Juanita Fleming, a neighborhood activist in Pico-Union who attended the same group, agreed.

“I feel sorry for us as a nation and a city,” said Fleming, who is of mixed Mexican and Filipino descent and married to a white man. “It is getting worse, not better, and if we don’t start interacting and communicating, we’re not going to get through this.”

Some of those who attended the discussion groups were liberal advocates or men and women involved in government and public policy, who acknowledged that they were preaching to the choir. But many of them said that even in their offices and social circles, the Simpson verdicts had unleashed racist remarks, flowing in all directions, rarely vocalized in progressive circles since the civil rights movement.

“The shock of the verdict caused a veneer to slip,” said Carolyn Webb de Macias, chief of staff to Ridley-Thomas. “People are saying things to each other that they wouldn’t have said three weeks ago.”

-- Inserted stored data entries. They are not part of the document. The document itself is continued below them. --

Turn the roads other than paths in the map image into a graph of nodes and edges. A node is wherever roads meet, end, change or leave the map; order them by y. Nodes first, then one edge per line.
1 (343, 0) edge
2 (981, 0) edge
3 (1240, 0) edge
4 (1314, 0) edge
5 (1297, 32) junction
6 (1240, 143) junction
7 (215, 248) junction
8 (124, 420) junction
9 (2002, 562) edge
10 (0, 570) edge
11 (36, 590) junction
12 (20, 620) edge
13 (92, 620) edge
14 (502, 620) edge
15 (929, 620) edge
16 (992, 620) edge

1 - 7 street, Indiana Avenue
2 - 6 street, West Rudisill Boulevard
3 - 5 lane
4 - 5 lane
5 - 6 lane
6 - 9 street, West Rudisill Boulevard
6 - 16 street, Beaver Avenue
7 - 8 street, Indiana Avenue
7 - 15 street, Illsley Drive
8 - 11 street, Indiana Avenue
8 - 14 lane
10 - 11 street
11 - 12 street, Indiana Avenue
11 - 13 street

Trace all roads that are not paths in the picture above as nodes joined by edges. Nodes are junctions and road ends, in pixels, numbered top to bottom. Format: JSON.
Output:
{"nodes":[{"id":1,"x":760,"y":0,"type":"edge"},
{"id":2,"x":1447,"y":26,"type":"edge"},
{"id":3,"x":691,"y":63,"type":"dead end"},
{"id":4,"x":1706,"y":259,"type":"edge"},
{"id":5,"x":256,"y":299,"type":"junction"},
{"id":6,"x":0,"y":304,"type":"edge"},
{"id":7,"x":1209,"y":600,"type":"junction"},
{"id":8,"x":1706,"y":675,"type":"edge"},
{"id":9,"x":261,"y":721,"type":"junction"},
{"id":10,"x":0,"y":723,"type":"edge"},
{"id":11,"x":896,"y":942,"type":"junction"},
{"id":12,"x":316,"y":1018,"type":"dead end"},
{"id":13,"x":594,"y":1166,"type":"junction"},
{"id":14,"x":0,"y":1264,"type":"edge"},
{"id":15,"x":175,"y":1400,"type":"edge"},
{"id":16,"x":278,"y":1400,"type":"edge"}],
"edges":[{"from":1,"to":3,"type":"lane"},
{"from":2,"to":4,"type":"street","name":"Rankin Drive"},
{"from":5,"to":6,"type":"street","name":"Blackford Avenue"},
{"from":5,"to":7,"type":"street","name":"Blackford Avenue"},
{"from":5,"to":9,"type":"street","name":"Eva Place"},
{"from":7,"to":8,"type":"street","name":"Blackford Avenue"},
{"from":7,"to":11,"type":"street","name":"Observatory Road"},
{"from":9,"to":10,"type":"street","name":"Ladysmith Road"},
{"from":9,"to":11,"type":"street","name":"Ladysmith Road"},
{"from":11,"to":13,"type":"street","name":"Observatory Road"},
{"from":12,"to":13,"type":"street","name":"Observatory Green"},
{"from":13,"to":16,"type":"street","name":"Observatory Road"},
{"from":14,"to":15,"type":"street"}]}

Along with the public activists at Tuesday’s discussion groups, there were neighborhood folks; along with the well-known ministers, anonymous parishioners; along with the city leaders, firefighters and clerks and college students at sites that included the Los Angeles Conservation Corps, Loyola Marymount University, Kol Tikvah Synagogue, the Watts Towers Art Center and the Victory Outreach Ministry, where Sen. Bill Bradley joined the gang members and ex-convicts.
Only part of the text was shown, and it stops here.